ACTION ITEM: Across all the entries, how many lines hold "Novel"? Answer with that number and nothing else.

(Excerpts from a dataset)
- Opening Delimiter -

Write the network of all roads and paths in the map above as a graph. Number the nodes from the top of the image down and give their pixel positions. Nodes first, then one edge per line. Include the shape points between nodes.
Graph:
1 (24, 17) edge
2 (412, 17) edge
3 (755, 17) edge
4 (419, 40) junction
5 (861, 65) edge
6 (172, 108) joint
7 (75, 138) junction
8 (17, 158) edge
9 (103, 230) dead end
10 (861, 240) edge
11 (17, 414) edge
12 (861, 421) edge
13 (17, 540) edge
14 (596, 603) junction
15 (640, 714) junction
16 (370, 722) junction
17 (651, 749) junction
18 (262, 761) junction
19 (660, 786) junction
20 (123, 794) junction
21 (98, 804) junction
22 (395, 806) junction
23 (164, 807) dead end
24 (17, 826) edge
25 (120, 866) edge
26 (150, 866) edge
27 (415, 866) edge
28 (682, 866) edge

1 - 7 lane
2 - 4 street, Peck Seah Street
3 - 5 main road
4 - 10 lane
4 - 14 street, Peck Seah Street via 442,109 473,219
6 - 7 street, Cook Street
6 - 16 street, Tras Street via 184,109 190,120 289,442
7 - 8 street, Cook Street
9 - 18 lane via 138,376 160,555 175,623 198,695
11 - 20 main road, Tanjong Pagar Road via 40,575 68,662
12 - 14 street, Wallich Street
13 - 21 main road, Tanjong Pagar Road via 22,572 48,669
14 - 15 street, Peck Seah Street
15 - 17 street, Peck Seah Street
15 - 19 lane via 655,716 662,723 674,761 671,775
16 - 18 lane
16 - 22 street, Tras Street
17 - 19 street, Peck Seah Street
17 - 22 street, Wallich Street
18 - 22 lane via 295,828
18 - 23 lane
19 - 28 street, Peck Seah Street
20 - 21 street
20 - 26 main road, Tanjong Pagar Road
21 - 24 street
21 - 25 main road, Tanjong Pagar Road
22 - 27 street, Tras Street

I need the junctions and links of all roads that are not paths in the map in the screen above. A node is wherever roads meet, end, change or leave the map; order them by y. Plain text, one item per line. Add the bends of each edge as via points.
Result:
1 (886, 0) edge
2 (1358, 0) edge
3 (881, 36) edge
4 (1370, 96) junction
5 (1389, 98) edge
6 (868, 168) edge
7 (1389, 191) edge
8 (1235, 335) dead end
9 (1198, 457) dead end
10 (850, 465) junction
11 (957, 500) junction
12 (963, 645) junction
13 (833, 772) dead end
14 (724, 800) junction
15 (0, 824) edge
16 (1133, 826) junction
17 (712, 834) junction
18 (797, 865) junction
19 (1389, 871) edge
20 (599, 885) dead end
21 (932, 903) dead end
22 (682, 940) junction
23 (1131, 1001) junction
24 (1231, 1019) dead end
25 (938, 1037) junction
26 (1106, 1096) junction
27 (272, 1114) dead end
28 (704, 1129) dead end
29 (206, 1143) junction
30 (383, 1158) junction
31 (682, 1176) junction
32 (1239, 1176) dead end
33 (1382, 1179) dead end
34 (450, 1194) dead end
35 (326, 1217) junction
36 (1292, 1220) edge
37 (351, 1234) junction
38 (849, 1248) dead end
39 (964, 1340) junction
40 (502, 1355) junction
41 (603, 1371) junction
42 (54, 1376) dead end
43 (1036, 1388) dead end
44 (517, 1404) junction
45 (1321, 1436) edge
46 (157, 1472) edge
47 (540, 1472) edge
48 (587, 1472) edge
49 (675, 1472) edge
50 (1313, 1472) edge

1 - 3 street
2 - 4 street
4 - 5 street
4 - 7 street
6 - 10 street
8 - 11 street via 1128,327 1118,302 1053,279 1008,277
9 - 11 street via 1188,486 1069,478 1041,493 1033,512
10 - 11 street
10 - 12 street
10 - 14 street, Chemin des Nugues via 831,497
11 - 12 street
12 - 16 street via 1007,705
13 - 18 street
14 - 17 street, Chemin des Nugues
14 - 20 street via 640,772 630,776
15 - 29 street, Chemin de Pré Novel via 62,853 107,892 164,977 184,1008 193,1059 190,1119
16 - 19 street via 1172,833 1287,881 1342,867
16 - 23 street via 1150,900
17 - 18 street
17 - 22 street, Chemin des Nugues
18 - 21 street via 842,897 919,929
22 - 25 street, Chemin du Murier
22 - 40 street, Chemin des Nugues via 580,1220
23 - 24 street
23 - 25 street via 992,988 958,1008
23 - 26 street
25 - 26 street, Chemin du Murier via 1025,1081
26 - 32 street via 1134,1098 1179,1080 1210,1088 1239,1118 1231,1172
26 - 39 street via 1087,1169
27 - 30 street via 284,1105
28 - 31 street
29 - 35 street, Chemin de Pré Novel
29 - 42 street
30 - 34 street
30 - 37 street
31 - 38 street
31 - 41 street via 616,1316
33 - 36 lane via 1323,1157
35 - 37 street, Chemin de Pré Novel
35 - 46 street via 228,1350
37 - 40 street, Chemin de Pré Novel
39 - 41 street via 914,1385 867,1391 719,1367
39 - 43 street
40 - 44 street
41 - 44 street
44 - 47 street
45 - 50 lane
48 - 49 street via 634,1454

- Closing Delimiter -

YOUR RESPONSE: 4